Problem accessing MVN private repository hosted in AWS S3

Hello everyone, we are experiencing an error running a pipeline on our hosted GitLab (GitLab Enterprise Edition 12.7.6-ee).

The problem is an error when mvn, during build phase, tries to access to a needed dependency hosted in our private mvn AWS S3 repository, with this code and message:

Status Code: 403, AWS Service: Amazon S3, AWS Request ID: 29789767C8B5B964, AWS Error Code: AccessDenied, AWS Error Message: Access Denied

This is our .gitlab-ci.yml script:

image: docker:17.11.0-ce

stages:
  - check-maven-repo
  - docker-build

services:
  - docker:17.11.0-ce-dind

check maven repository connection:
  stage: check-maven-repo
  image: python:latest
  variables:
    AWS_ACCESS_KEY_ID: $AWS_USER
    AWS_SECRET_ACCESS_KEY: $AWS_PASSWORD
    AWS_DEFAULT_REGION: "eu-west-1"
  script:
    - pip install awscli
    - aws --debug s3 cp s3://<dependency pom file> .

build docker image:
  stage: docker-build
  only:
    - branches
  script:
    - docker version
    - docker build
      --build-arg AWS_USER=$AWS_USER 
      --build-arg AWS_PASSWORD=$AWS_PASSWORD 
      -t $DOCKER_REGISTRY/$CI_PROJECT_NAME:$CI_COMMIT_BRANCH .

and the Dockerfile:

FROM python:latest

ARG AWS_USER

ARG AWS_PASSWORD

RUN pip install awscli

RUN AWS_ACCESS_KEY_ID=$AWS_USER AWS_SECRET_ACCESS_KEY=$AWS_PASSWORD AWS_DEFAULT_REGION="eu-west-1" aws --debug s3 cp s3://<dependency pom file> .

FROM maven:3.5-jdk-8-alpine as builder

ARG AWS_USER

ARG AWS_PASSWORD

WORKDIR /app

# Prepare maven settings

ADD pom.xml /app/pom.xml

ADD settings.xml /app/settings.xml

RUN mvn -s settings.xml help:effective-settings -DshowPasswords=true

# Adding source, compile and package into a fat jar

ADD src /app/src

RUN mvn -q -e -s settings.xml package

Now as you can see, in both pipeline and docker script we added a debugging phase to try the access to the resource that fails and the download with provided credentials does success in both cases.
This should prove that S3 permissions, used credentials and access from Docker are completely fine.

Also, before launching mvn package command we check the settings.xml provided to maven which results in:

 <settings xmlns="http://maven.apache.org/SETTINGS/1.1.0" xmlns:xsi="http://www.w3.org/2001/XMLSchema-instance" xsi:schemaLocation="http://maven.apache.org/SETTINGS/1.1.0 http://maven.apache.org/xsd/settings-1.1.0.xsd">
   <localRepository>/root/.m2/repository</localRepository>
   <servers>
     <server>
       <username>***</username>
       <password>***</password>
       <id>mmaven-release-repo</id>
     </server>
     <server>
       <username>***</username>
       <password>***</password>
       <id>mmaven-snapshot-repo</id>
     </server>
   </servers>
   <pluginGroups>
     <pluginGroup>org.apache.maven.plugins</pluginGroup>
     <pluginGroup>org.codehaus.mojo</pluginGroup>
   </pluginGroups>
 </settings>

as expected.

Despite this, mvn package command fails with the access denied problem shown above.
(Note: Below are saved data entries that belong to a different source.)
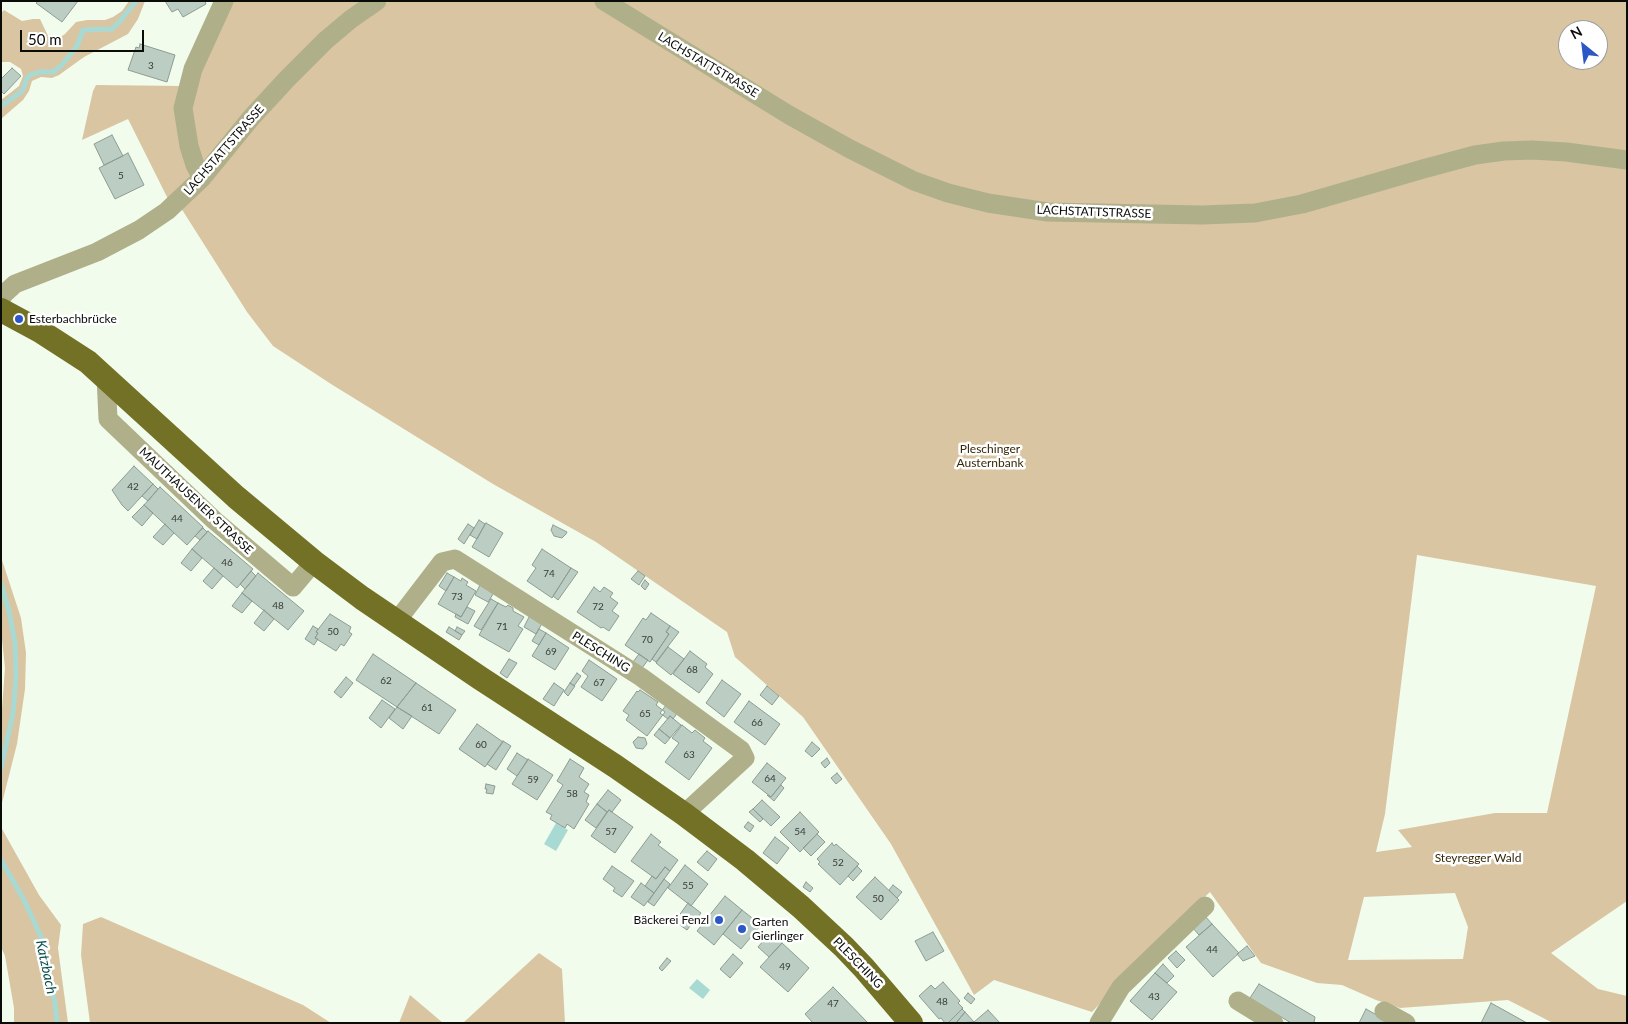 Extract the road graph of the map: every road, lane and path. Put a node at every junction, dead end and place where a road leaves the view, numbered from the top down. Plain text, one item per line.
1 (224, 1) edge
2 (377, 1) edge
3 (604, 1) edge
4 (1627, 160) edge
5 (202, 178) junction
6 (1, 299) edge
7 (1, 310) edge
8 (106, 377) junction
9 (314, 562) junction
10 (396, 622) junction
11 (684, 814) junction
12 (1205, 906) dead end
13 (1238, 1001) dead end
14 (1384, 1011) dead end
15 (911, 1023) edge
16 (1099, 1023) edge
17 (1274, 1023) edge
18 (1406, 1023) edge

1 - 5 street
2 - 5 street, LACHSTATTSTRASSE
3 - 4 street, LACHSTATTSTRASSE
5 - 6 street, LACHSTATTSTRASSE
7 - 8 main road
8 - 9 main road
8 - 9 street, MAUTHAUSENER STRASSE
9 - 10 main road, PLESCHING
10 - 11 main road, PLESCHING
10 - 11 street, PLESCHING
11 - 15 main road, PLESCHING
12 - 16 street
13 - 17 street
14 - 18 street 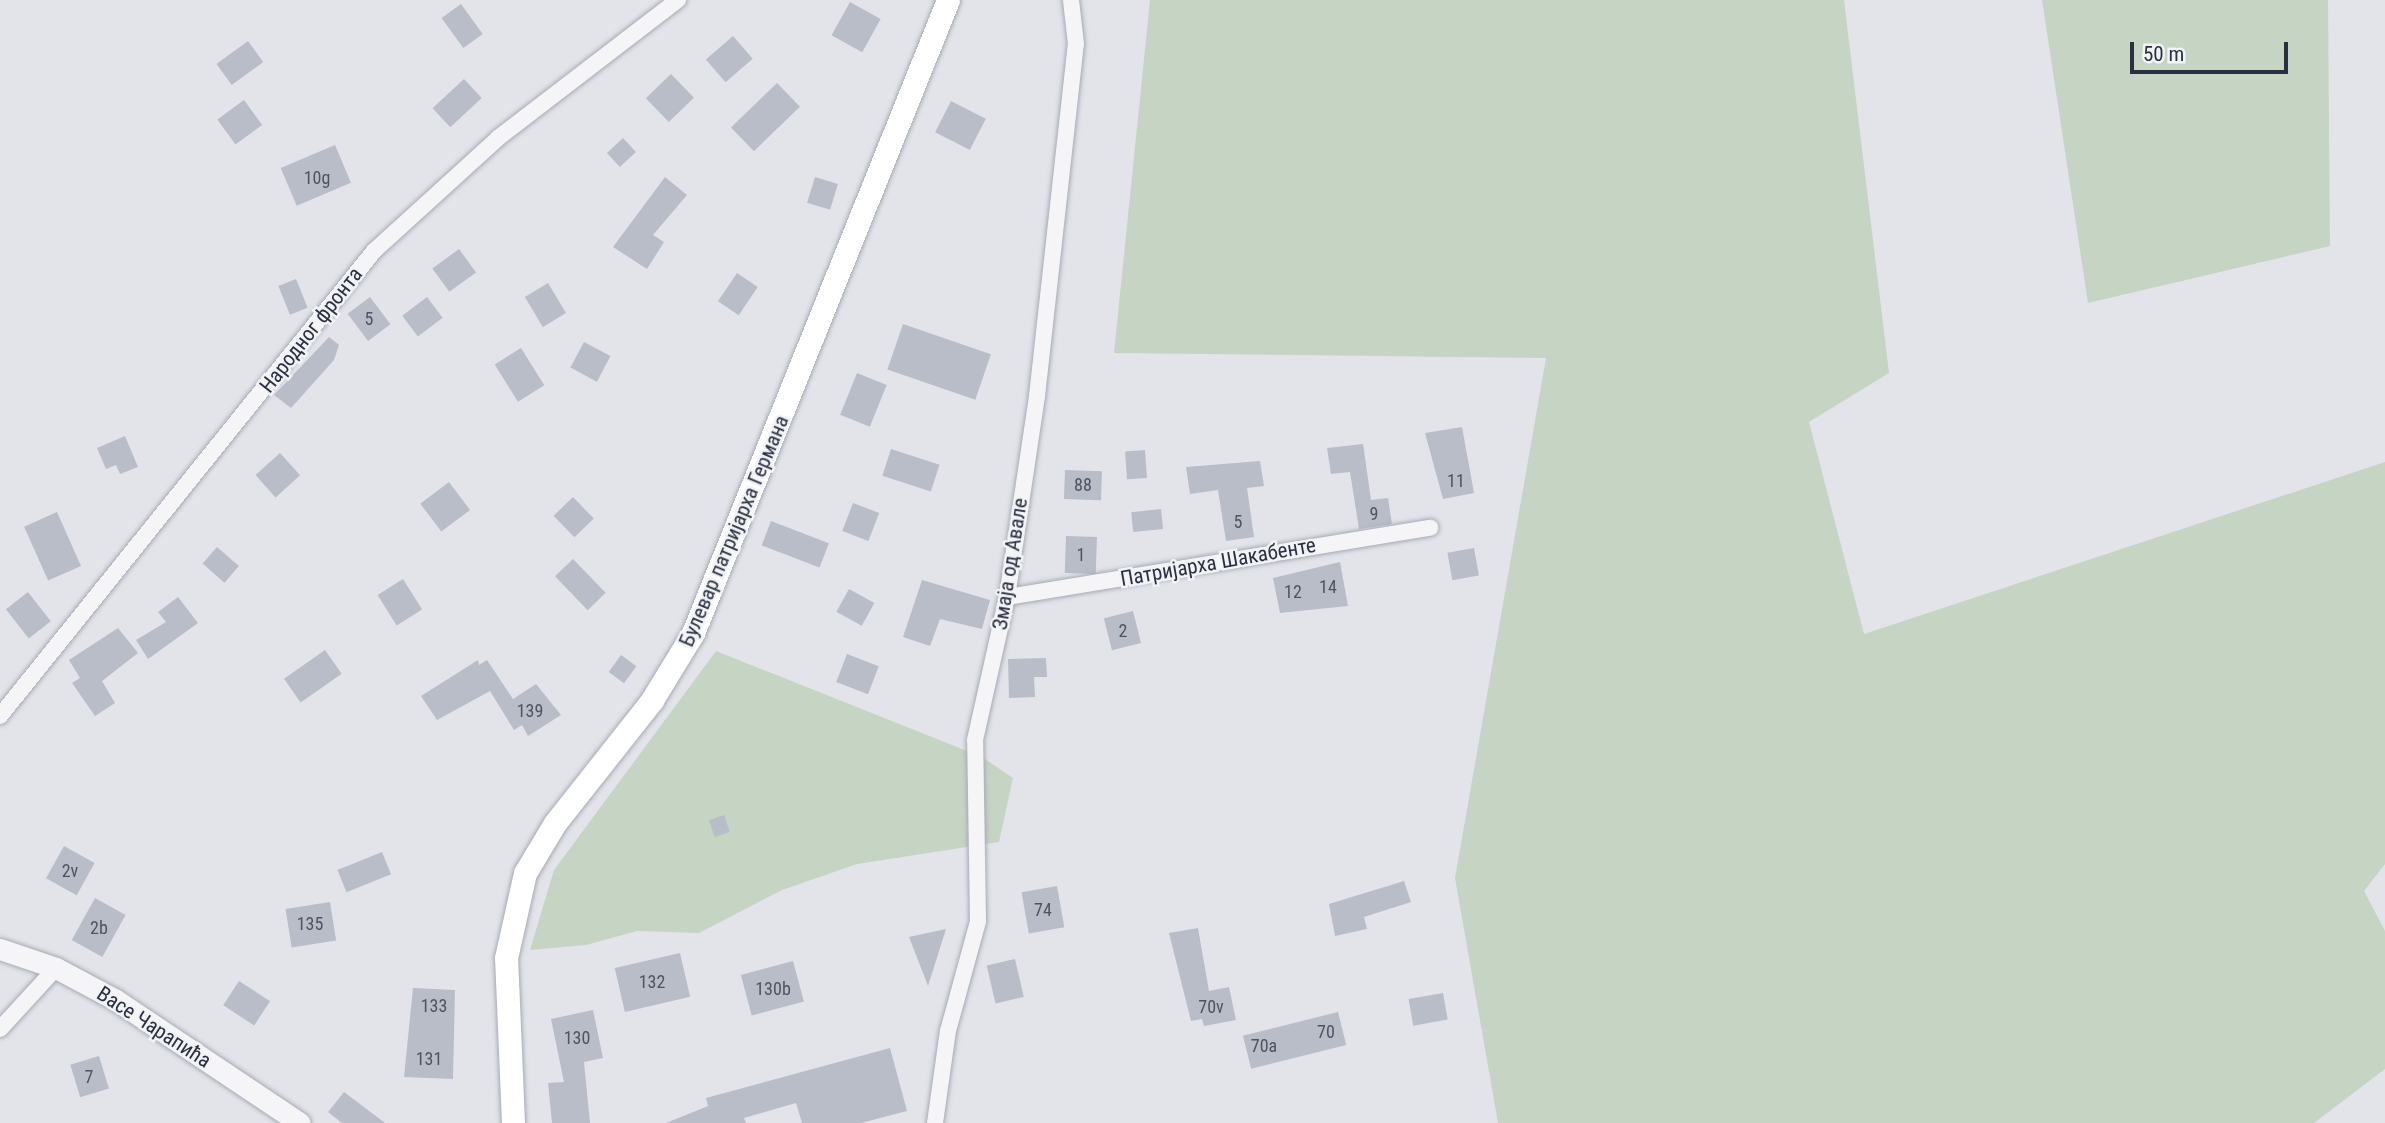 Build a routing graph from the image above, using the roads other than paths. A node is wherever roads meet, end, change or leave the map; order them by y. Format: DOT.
graph roads {
  1 [pos="678,0"];
  2 [pos="948,0"];
  3 [pos="1071,0"];
  4 [pos="1430,528"];
  5 [pos="1007,597"];
  6 [pos="0,716"];
  7 [pos="0,949"];
  8 [pos="56,968"];
  9 [pos="0,1029"];
  10 [pos="300,1123"];
  11 [pos="513,1123"];
  12 [pos="935,1123"];
  1 -- 6 [label="street, Народног фронта"];
  2 -- 11 [label="main road, Булевар патријарха Германа"];
  3 -- 5 [label="street, Змаја од Авале"];
  4 -- 5 [label="street, Патријарха Шакабенте"];
  5 -- 12 [label="street, Змаја од Авале"];
  7 -- 8 [label="street, Васе Чарапића"];
  8 -- 9 [label="street"];
  8 -- 10 [label="street, Васе Чарапића"];
} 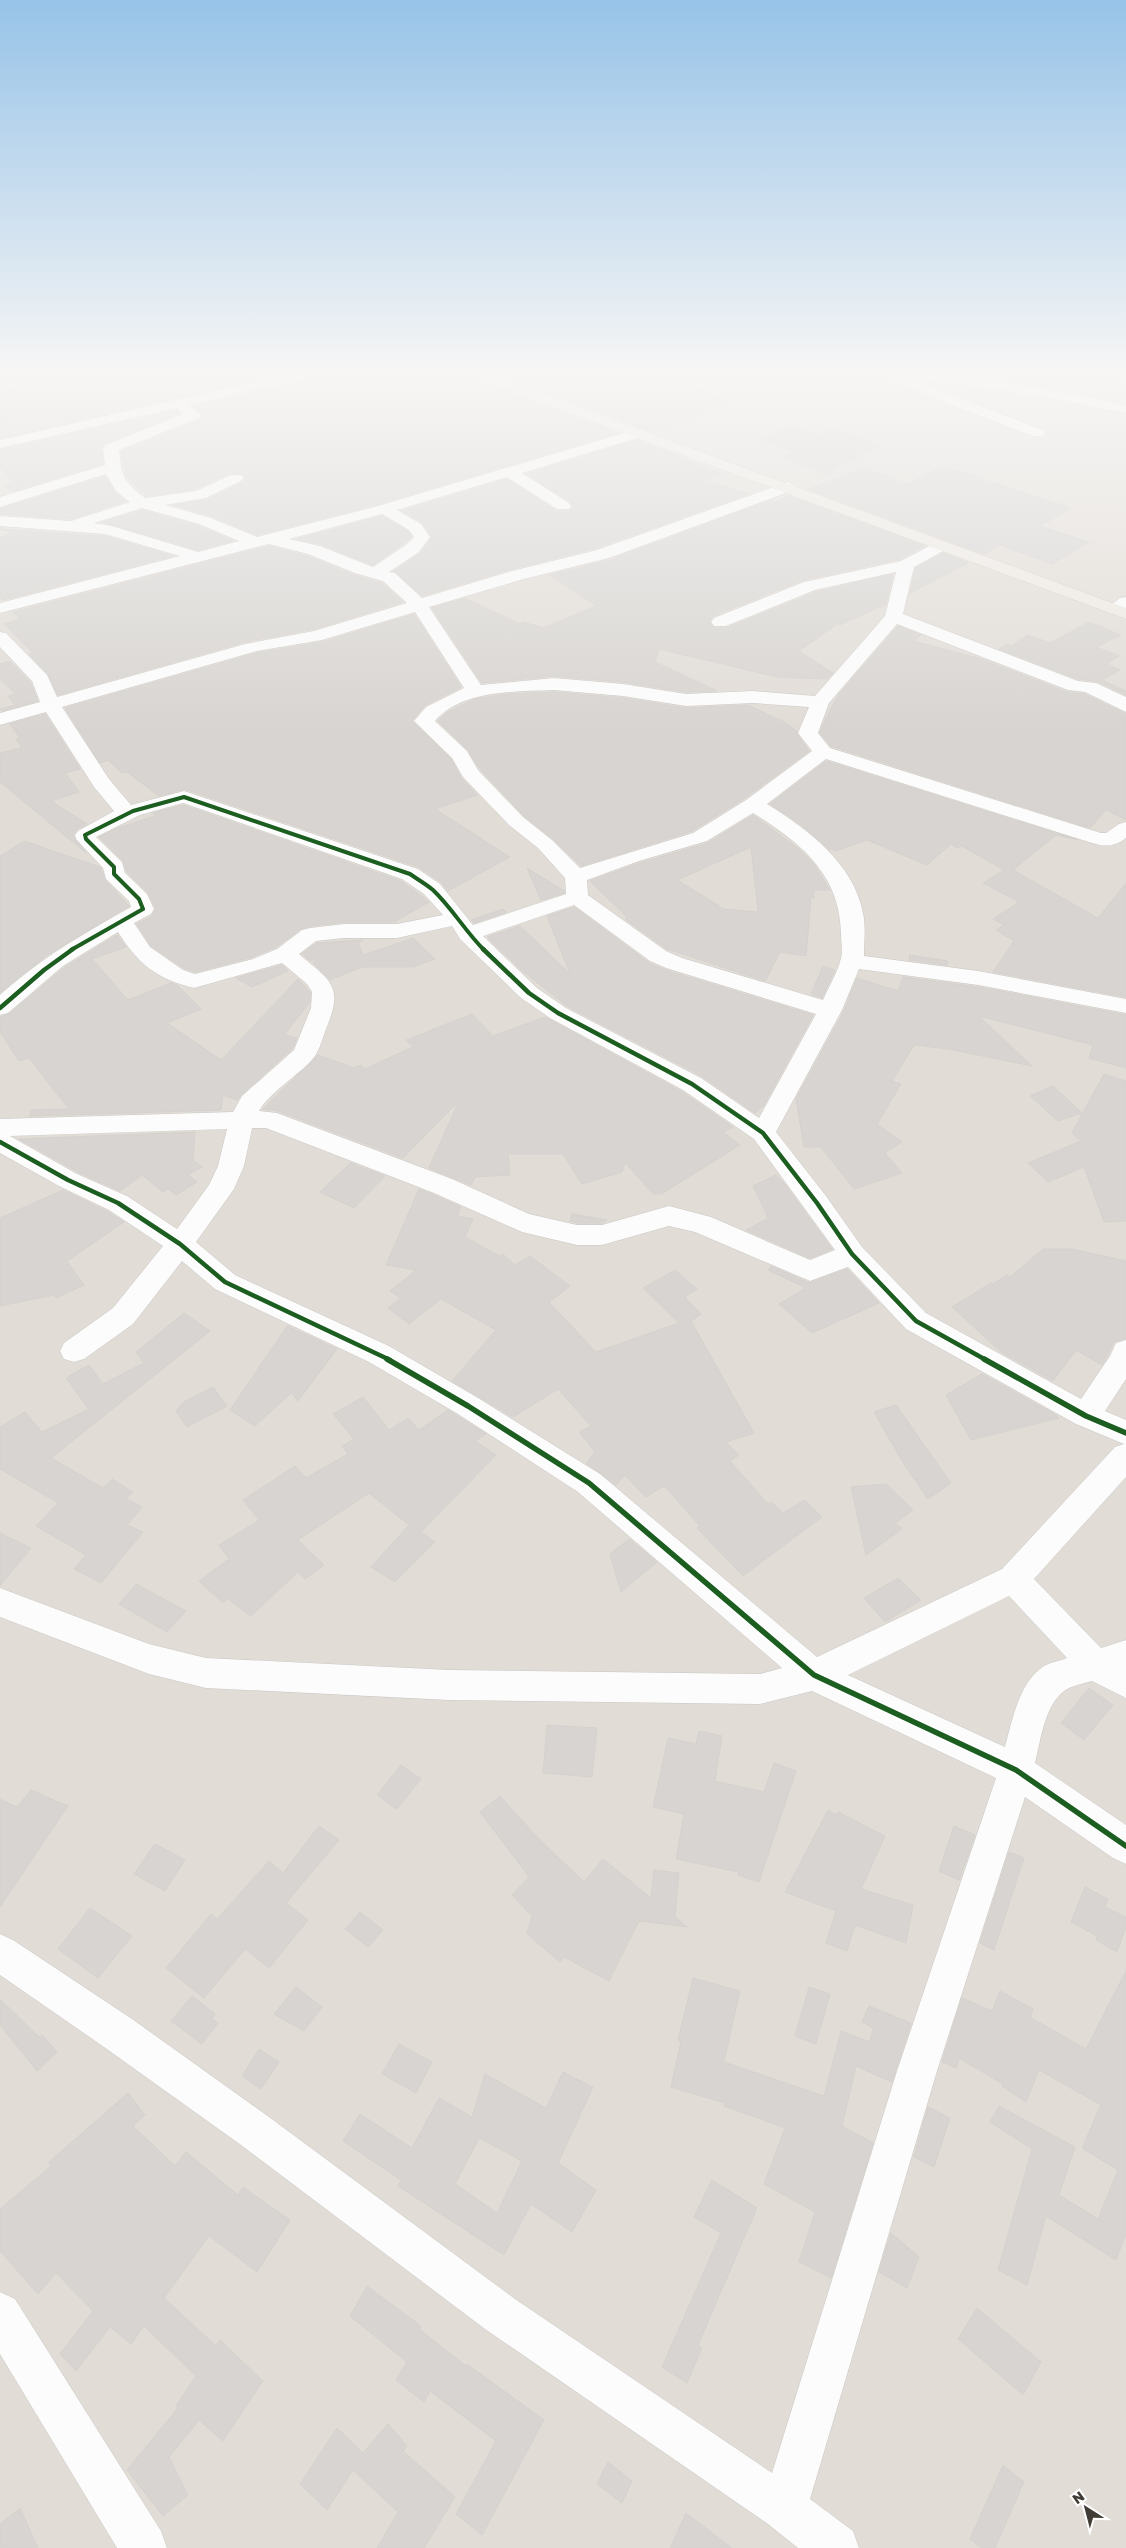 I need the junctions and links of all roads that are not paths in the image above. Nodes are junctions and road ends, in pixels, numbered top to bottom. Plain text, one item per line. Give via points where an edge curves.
1 (26, 494) edge
2 (130, 494) edge
3 (202, 494) edge
4 (435, 494) edge
5 (544, 494) edge
6 (769, 494) edge
7 (806, 494) edge
8 (826, 494) edge
9 (0, 502) edge
10 (142, 503) junction
11 (563, 506) dead end
12 (384, 509) junction
13 (0, 521) edge
14 (69, 526) junction
15 (262, 540) junction
16 (938, 546) junction
17 (196, 557) junction
18 (906, 565) junction
19 (376, 573) junction
20 (419, 605) junction
21 (1124, 606) edge
22 (0, 608) edge
23 (894, 617) junction
24 (720, 622) dead end
25 (0, 637) edge
26 (476, 691) junction
27 (820, 702) junction
28 (51, 705) junction
29 (1126, 706) edge
30 (0, 719) edge
31 (823, 752) junction
32 (753, 804) junction
33 (127, 813) junction
34 (1126, 828) edge
35 (577, 887) junction
36 (122, 921) junction
37 (463, 926) junction
38 (285, 954) junction
39 (851, 961) junction
40 (1126, 1006) edge
41 (0, 1008) edge
42 (830, 1010) junction
43 (242, 1118) junction
44 (0, 1128) edge
45 (763, 1133) junction
46 (0, 1142) edge
47 (180, 1244) junction
48 (852, 1254) junction
49 (74, 1351) dead end
50 (1126, 1351) edge
51 (1086, 1416) junction
52 (1126, 1433) edge
53 (1126, 1456) edge
54 (1013, 1579) junction
55 (0, 1602) edge
56 (1111, 1661) edge
57 (814, 1675) junction
58 (1126, 1683) edge
59 (1016, 1770) junction
60 (1126, 1846) edge
61 (0, 1953) edge
62 (0, 2314) edge
63 (784, 2508) junction
64 (144, 2548) edge
65 (836, 2548) edge

1 - 9 street
2 - 10 street
3 - 10 street
4 - 12 street
5 - 11 street
6 - 20 street via 603,554
7 - 16 main road
8 - 21 main road
10 - 14 street
10 - 15 street
12 - 15 street
12 - 19 street via 415,528 422,537 413,548
13 - 14 street
14 - 17 street via 124,533
15 - 17 street
15 - 19 street via 314,550
16 - 18 street
16 - 21 main road
17 - 22 street
18 - 23 street
18 - 24 street via 810,586
19 - 20 street via 389,577
20 - 26 street
20 - 28 street via 316,636 293,637 116,684
23 - 27 street
23 - 29 street via 1075,686 1089,687
25 - 28 street via 40,679
26 - 27 street via 554,684 686,700 753,697
26 - 35 street via 451,700 426,716 424,721 460,755 470,772 516,821 545,844
27 - 31 street via 808,733
28 - 30 street
28 - 33 street via 101,783
31 - 32 street
31 - 34 street via 1099,839 1110,840
32 - 35 street via 700,837 632,857
32 - 39 street via 793,829 835,872 852,913
33 - 36 street via 85,835 114,867 114,874 144,906
33 - 37 street via 184,797 213,806 410,874 432,889
35 - 37 street
35 - 42 street via 658,956
36 - 38 street via 142,952 167,970 194,981 261,964
36 - 41 street via 59,959
37 - 38 street via 389,932 324,932 305,938
37 - 45 street via 529,993 558,1014 692,1084
38 - 43 street via 315,979 324,992 323,1008 304,1054 251,1102
39 - 40 street via 978,978
39 - 42 street
42 - 45 street
43 - 44 street
43 - 47 street via 231,1166 221,1189
43 - 48 street via 268,1118 443,1186 522,1222 576,1235 602,1236 669,1216 702,1224 810,1271
45 - 48 street via 818,1203
46 - 47 street via 68,1180 118,1203
47 - 49 street via 123,1316
47 - 57 street via 225,1282 379,1354 589,1483
48 - 51 street via 916,1321
50 - 51 street
51 - 52 street
53 - 54 street
54 - 56 street
54 - 57 street
55 - 57 street via 149,1660 206,1673 449,1685 702,1689 760,1689
56 - 58 street
56 - 59 street via 1056,1677 1043,1690 1033,1708
57 - 59 street
59 - 60 street
59 - 63 street via 914,2080
61 - 63 street via 255,2131 500,2314
62 - 64 street
63 - 65 street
At last please note that we are migrating to GitLab pipelines from Jenkins CI, and the same docker script (with same provided settings.xml) gives success. Versions of Docker and Maven are the same.

Does anyone have any ideas or clues about the cause of this error?
Thank you for any support!

After further investigation we found the problem.
It seems that the maven-AWS connector that we used:

<extension>
    <groupId>org.springframework.build</groupId>
    <artifactId>aws-maven</artifactId>
    <version>5.0.0.RELEASE</version>
</extension>

gives priority to the global AWS credentials instead of the ones specified in the .m2/settings.xml.
Also it seems that GitLab runners hosted on AWS have configured global credentials and by that the connector just ignore our credentials causing the access denied error.

The fix we found is to use another connector like:

<extension>
     <groupId>com.github.seahen</groupId>
     <artifactId>maven-s3-wagon</artifactId>
     <version>1.3.1</version>
</extension>

which gives priority to the .m2/settings.xml credentials instead of the global’s.